Devin Nunes: Republicans will investigate if Eric Swalwell allowed to stay on House Intelligence Committee

Rep. Devin Nunes said Republicans would open an investigation if fellow congressman Eric Swalwell is allowed to remain on the House Intelligence Committee.

The California Republican, who is the ranking member of the intelligence panel, reacted to news that Swalwell has ties to Christine Fang, a Chinese national believed to be working with China’s Ministry of State Security, during a Fox Business interview last week.

He said Democrats have a “China problem” and singled out the San Francisco Bay Area, the home of high-profile lawmakers such as House Speaker Nancy Pelosi, as being the nexus for a “spy ring” in the United States that deserves a closer look.

“Seems like the Chinese are very well fanged into the San Francisco area,” Nunes quipped.

As the top Republican on the House Intelligence Committee, Nunes was asked if he believes Swalwell should be allowed to continue on the panel, a perch from which the Democrat often attacked President Trump over investigations into his 2016 campaign’s ties to Russia and, later, impeachment.

“That’s going to be ultimately up to Pelosi and the Democrats to decide whether or not he will be on next year,” Nunes said. “If that’s the case, we Republicans will have to conduct an investigation.”

Nunes declined to go as far as fellow House Intelligence Committee Republican Elise Stefanik of New York, who said Swalwell should step down from his spot on the committee because of members’ access to “highly classified briefings, especially when it comes to adversaries like China, like Russia.”

Another Republican, Jim Sensenbrenner, filed a complaint to the House Ethics Committee, asking that panel to investigate Swalwell.

Swalwell’s association with Fang, which he has refused to describe in detail, lasted from 2011 to 2015. Swalwell was elected to the House in 2012.

Federal agents carrying out a counterintelligence investigation into Fang “alerted Swalwell to their concerns” in 2015 and provided him a defensive briefing, according to an Axios report that broke the story. Swalwell “immediately cut off all ties to Fang” and “has not been accused of any wrongdoing,” the report said, citing intelligence sources.

Fang is suspected of targeting other local and national politicians, including romantic relationships with at least two Midwestern mayors who have not been identified. Fang suddenly left the U.S. in the summer of 2015.

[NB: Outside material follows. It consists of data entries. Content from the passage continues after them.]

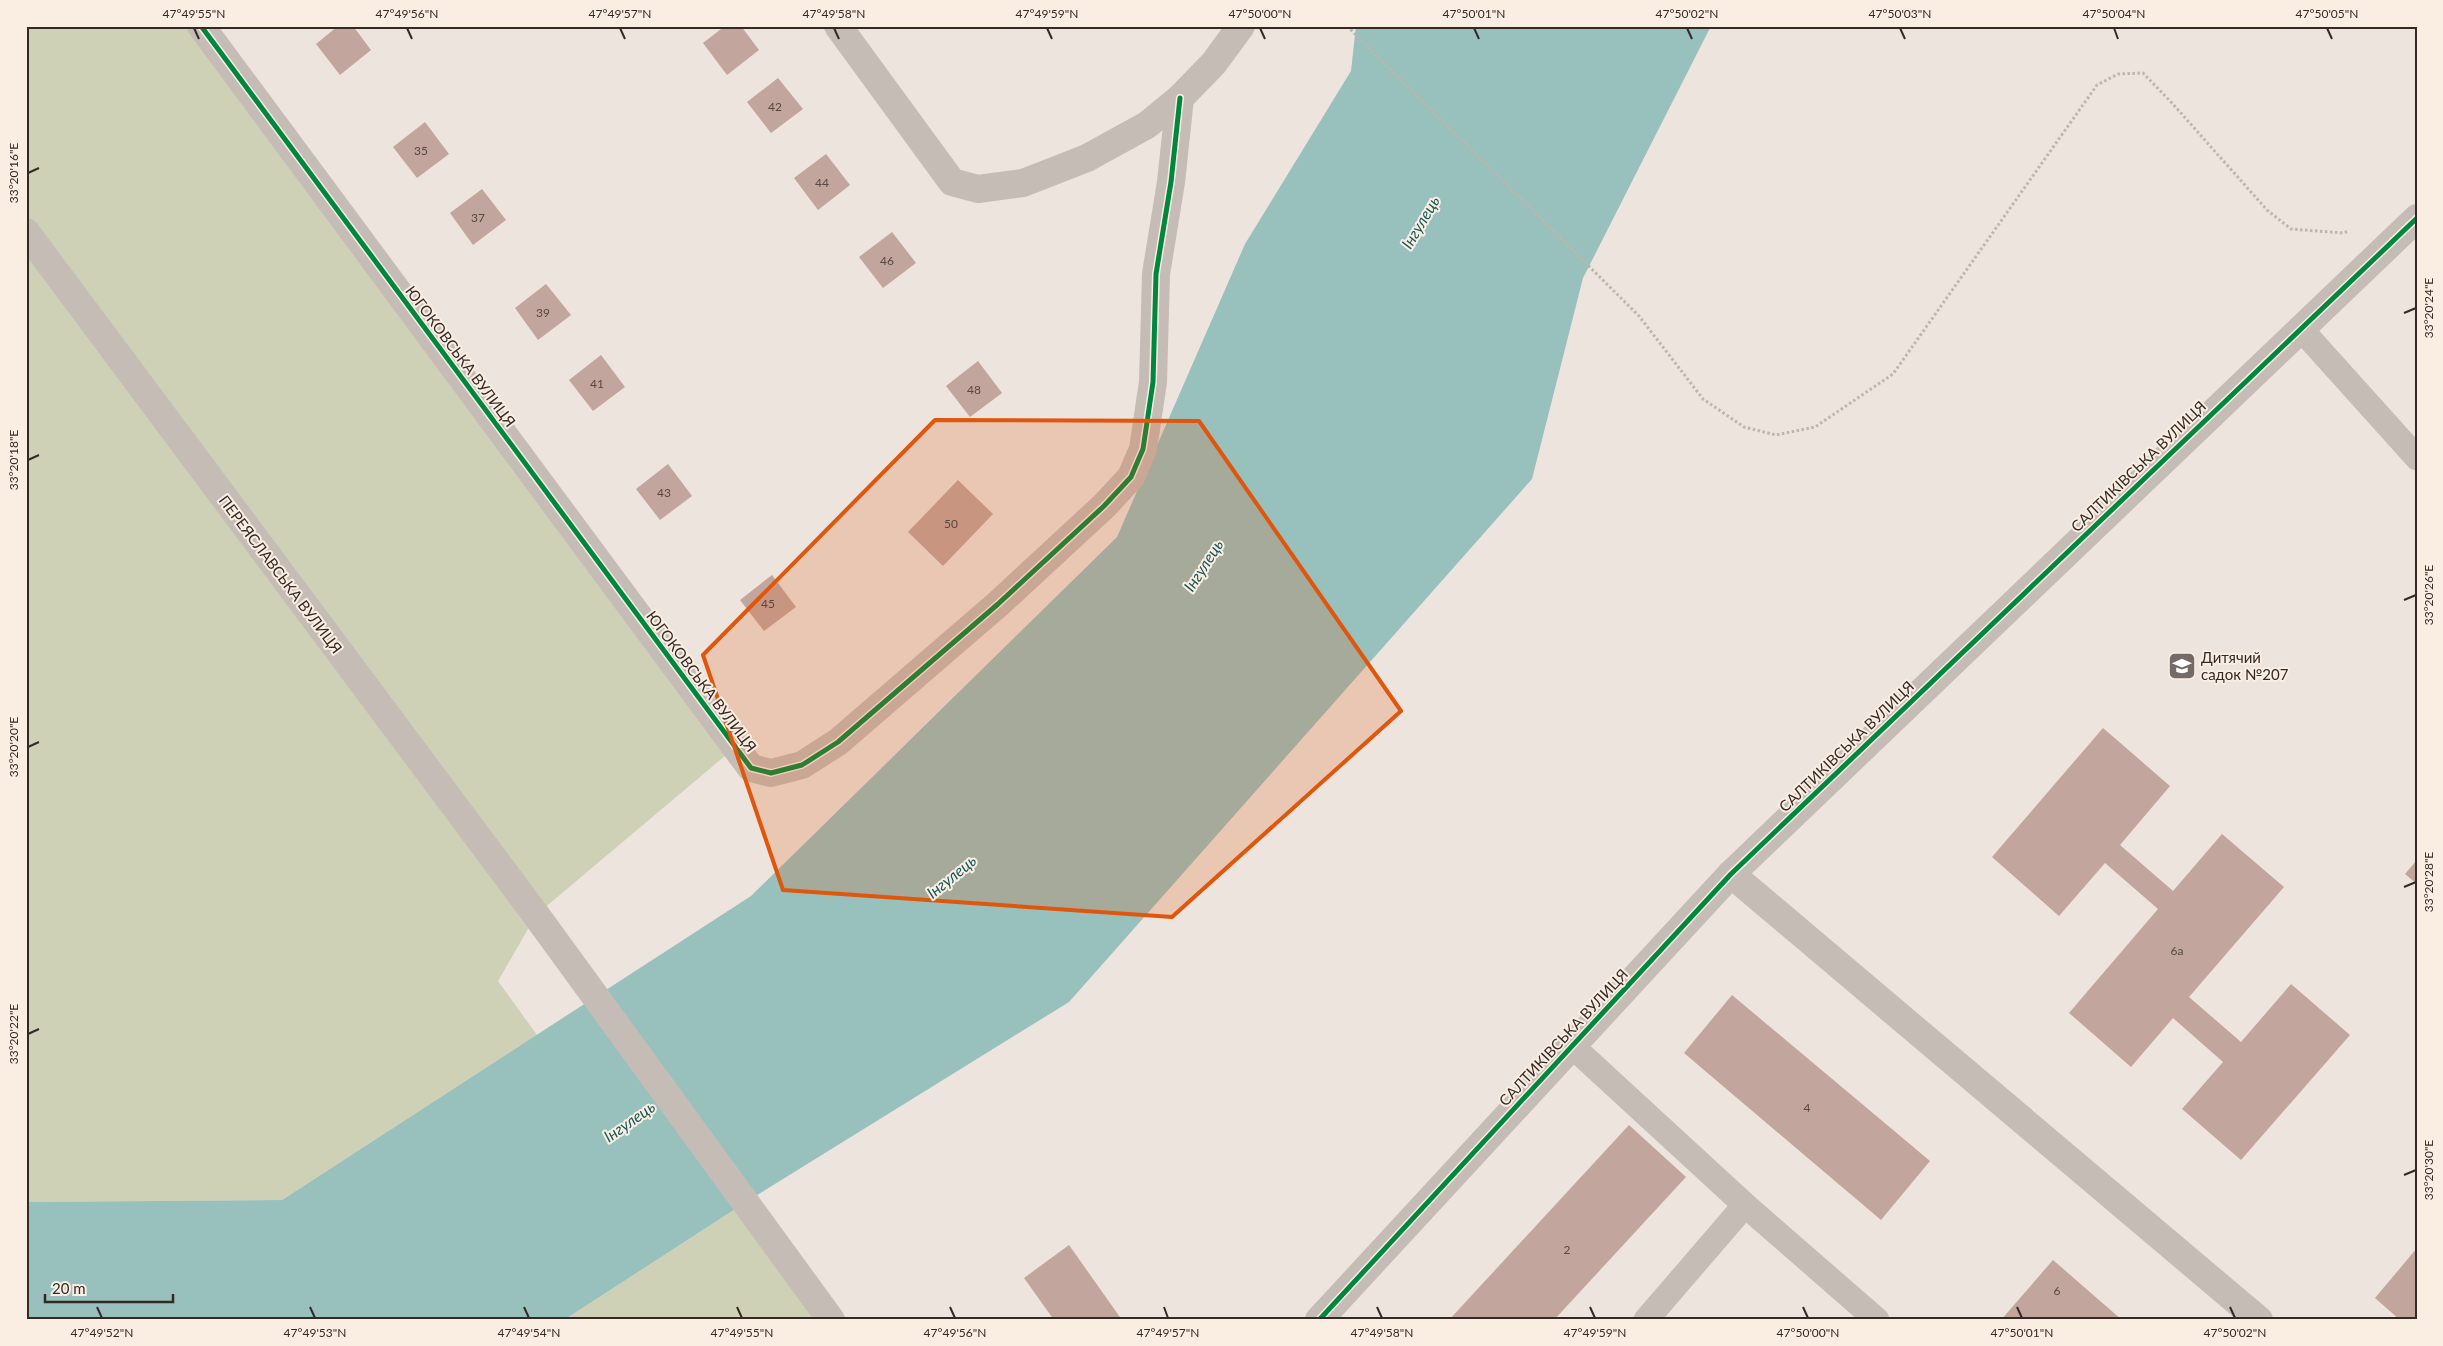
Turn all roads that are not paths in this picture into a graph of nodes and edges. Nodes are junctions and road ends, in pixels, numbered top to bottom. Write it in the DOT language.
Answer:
graph roads {
  1 [pos="201,26"];
  2 [pos="838,26"];
  3 [pos="1241,26"];
  4 [pos="1180,98"];
  5 [pos="2417,218"];
  6 [pos="26,232"];
  7 [pos="2300,328"];
  8 [pos="2417,458"];
  9 [pos="1731,874"];
  10 [pos="1572,1046"];
  11 [pos="1745,1205"];
  12 [pos="831,1320"];
  13 [pos="1320,1320"];
  14 [pos="1646,1320"];
  15 [pos="1877,1320"];
  16 [pos="2258,1320"];
  1 -- 4 [label="street, ЮГОКОВСЬКА ВУЛИЦЯ"];
  2 -- 4 [label="street"];
  3 -- 4 [label="street"];
  5 -- 7 [label="street, САЛТИКІВСЬКА ВУЛИЦЯ"];
  6 -- 12 [label="street, ПЕРЕЯСЛАВСЬКА ВУЛИЦЯ"];
  7 -- 8 [label="lane"];
  7 -- 9 [label="street, САЛТИКІВСЬКА ВУЛИЦЯ"];
  9 -- 10 [label="street, САЛТИКІВСЬКА ВУЛИЦЯ"];
  9 -- 16 [label="street"];
  10 -- 11 [label="lane"];
  10 -- 13 [label="street, САЛТИКІВСЬКА ВУЛИЦЯ"];
  11 -- 14 [label="lane"];
  11 -- 15 [label="lane"];
}
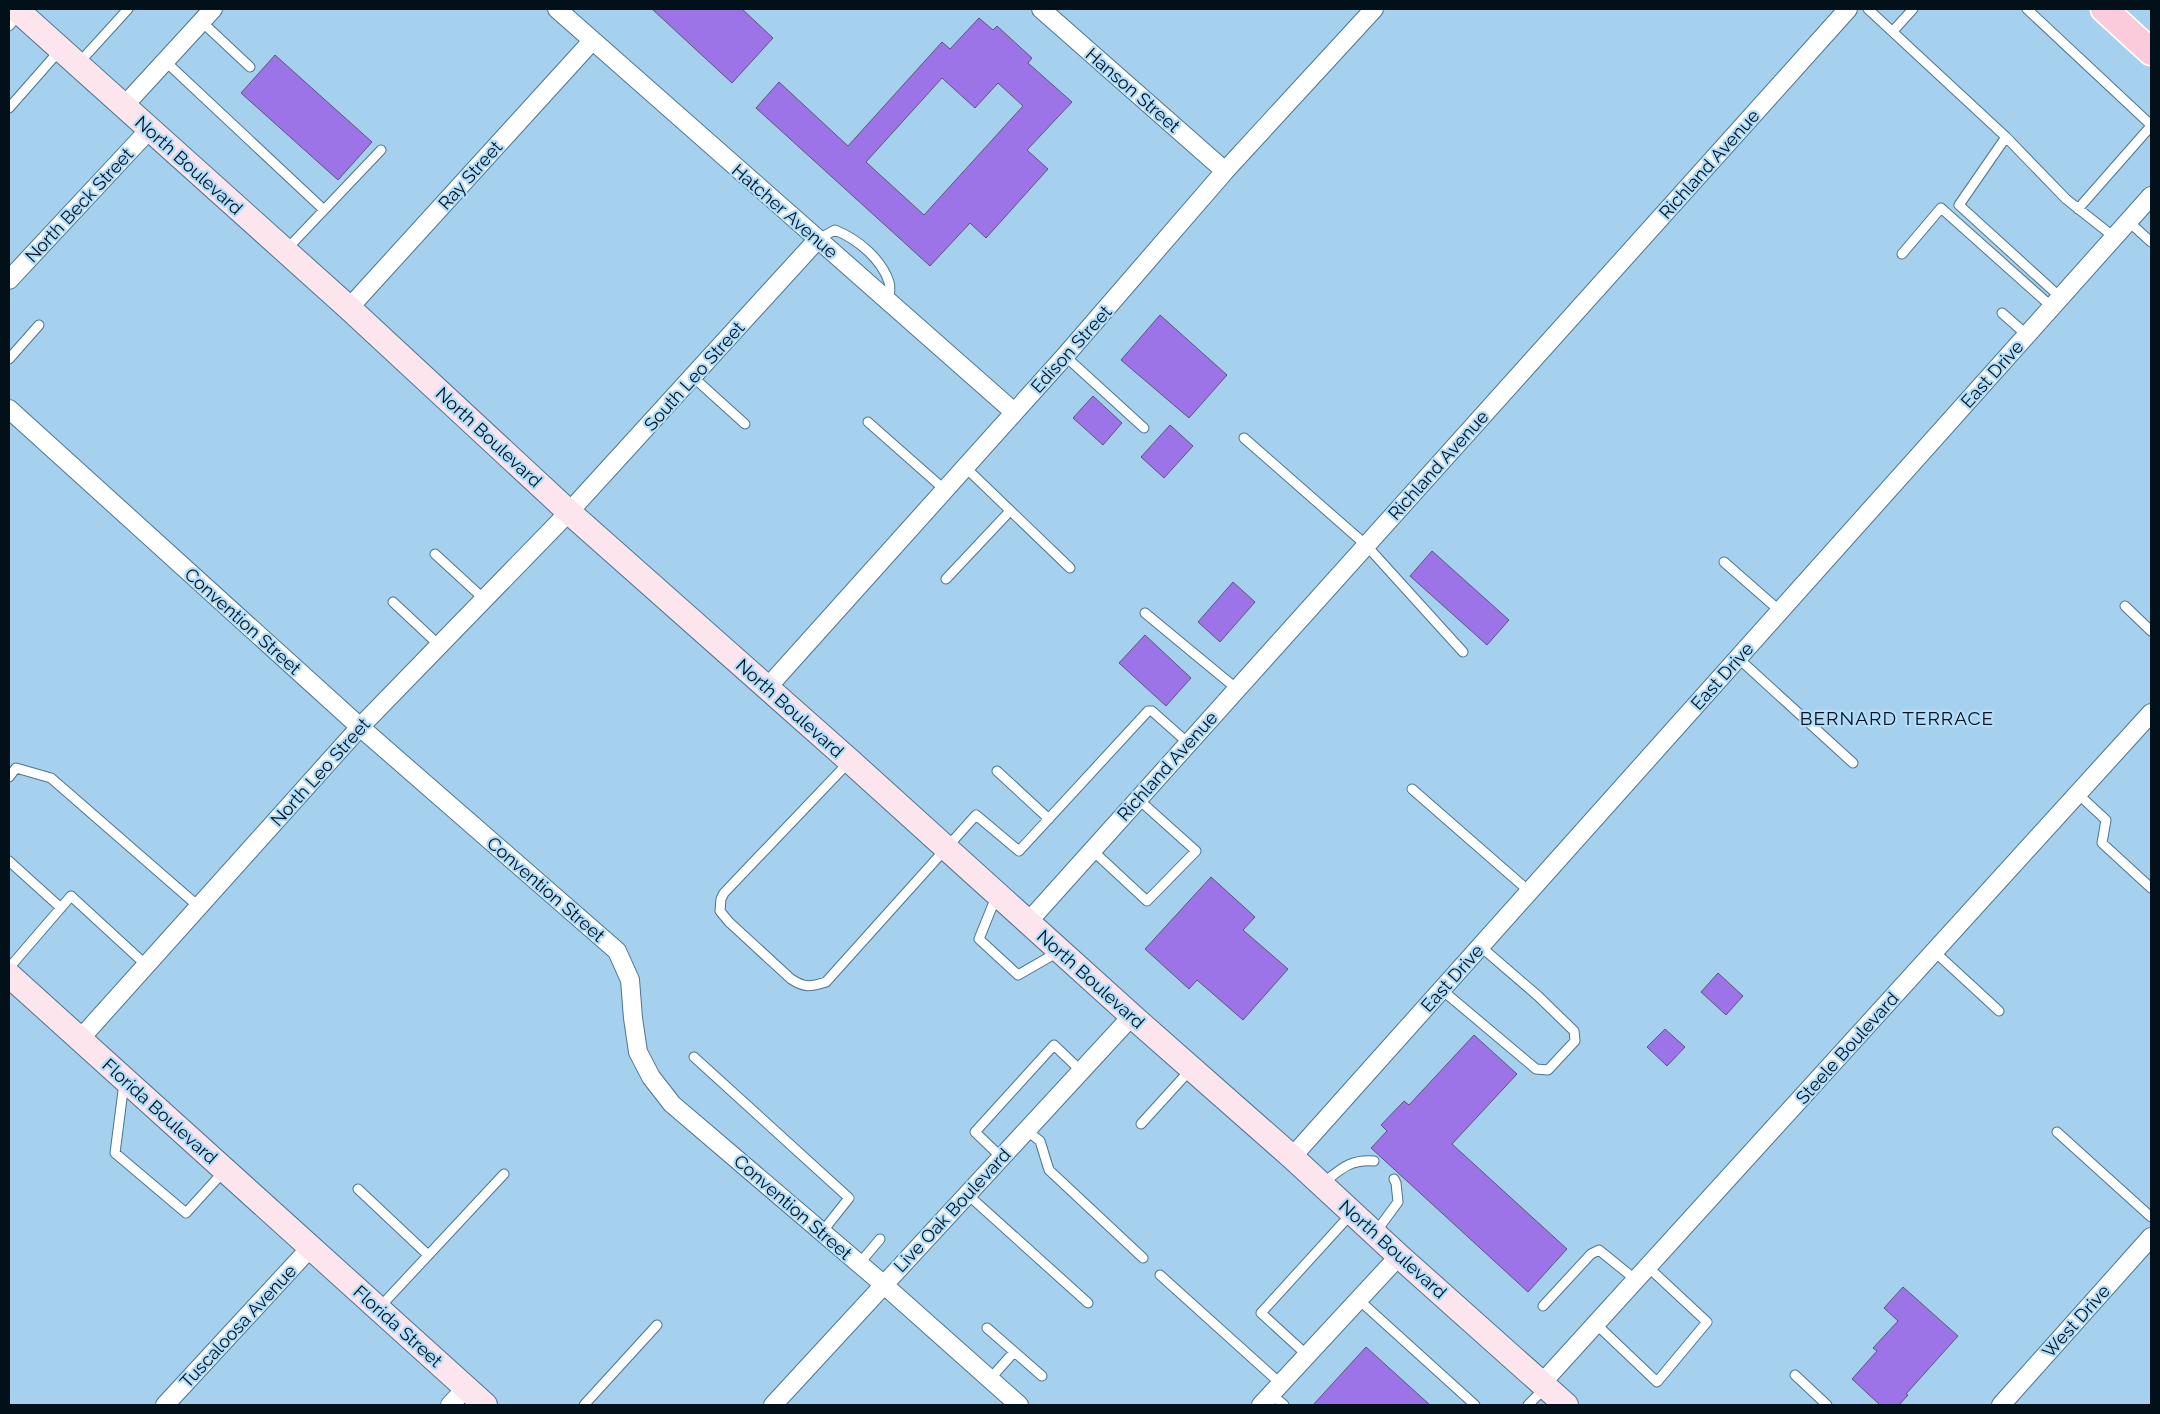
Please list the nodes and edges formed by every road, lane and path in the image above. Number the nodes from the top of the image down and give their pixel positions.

Swalwell, who became a member of the House Intelligence Committee in early 2015 and unsuccessfully ran for the Democratic presidential nomination in 2019, has said little on the matter other than to insist that he cooperated with federal law enforcement.

“Rep. Swalwell, long ago, provided information about this person — whom he met more than eight years ago, and whom he hasn’t seen in nearly six years — to the FBI,” Swalwell’s office said. “To protect information that might be classified, he will not participate in your story.”

Calling Swalwell a “national security liability,” House Minority Leader Kevin McCarthy said the Democrat should be removed from the intelligence panel and claimed he would ask the FBI to brief him on the report. Pelosi told reporters on Thursday she does not have “any concern” about Swalwell.

Drew Hammill, a spokesman to Pelosi, said: “The Speaker has full confidence in Congressman Swalwell’s service in the Congress and on the Intelligence Committee.”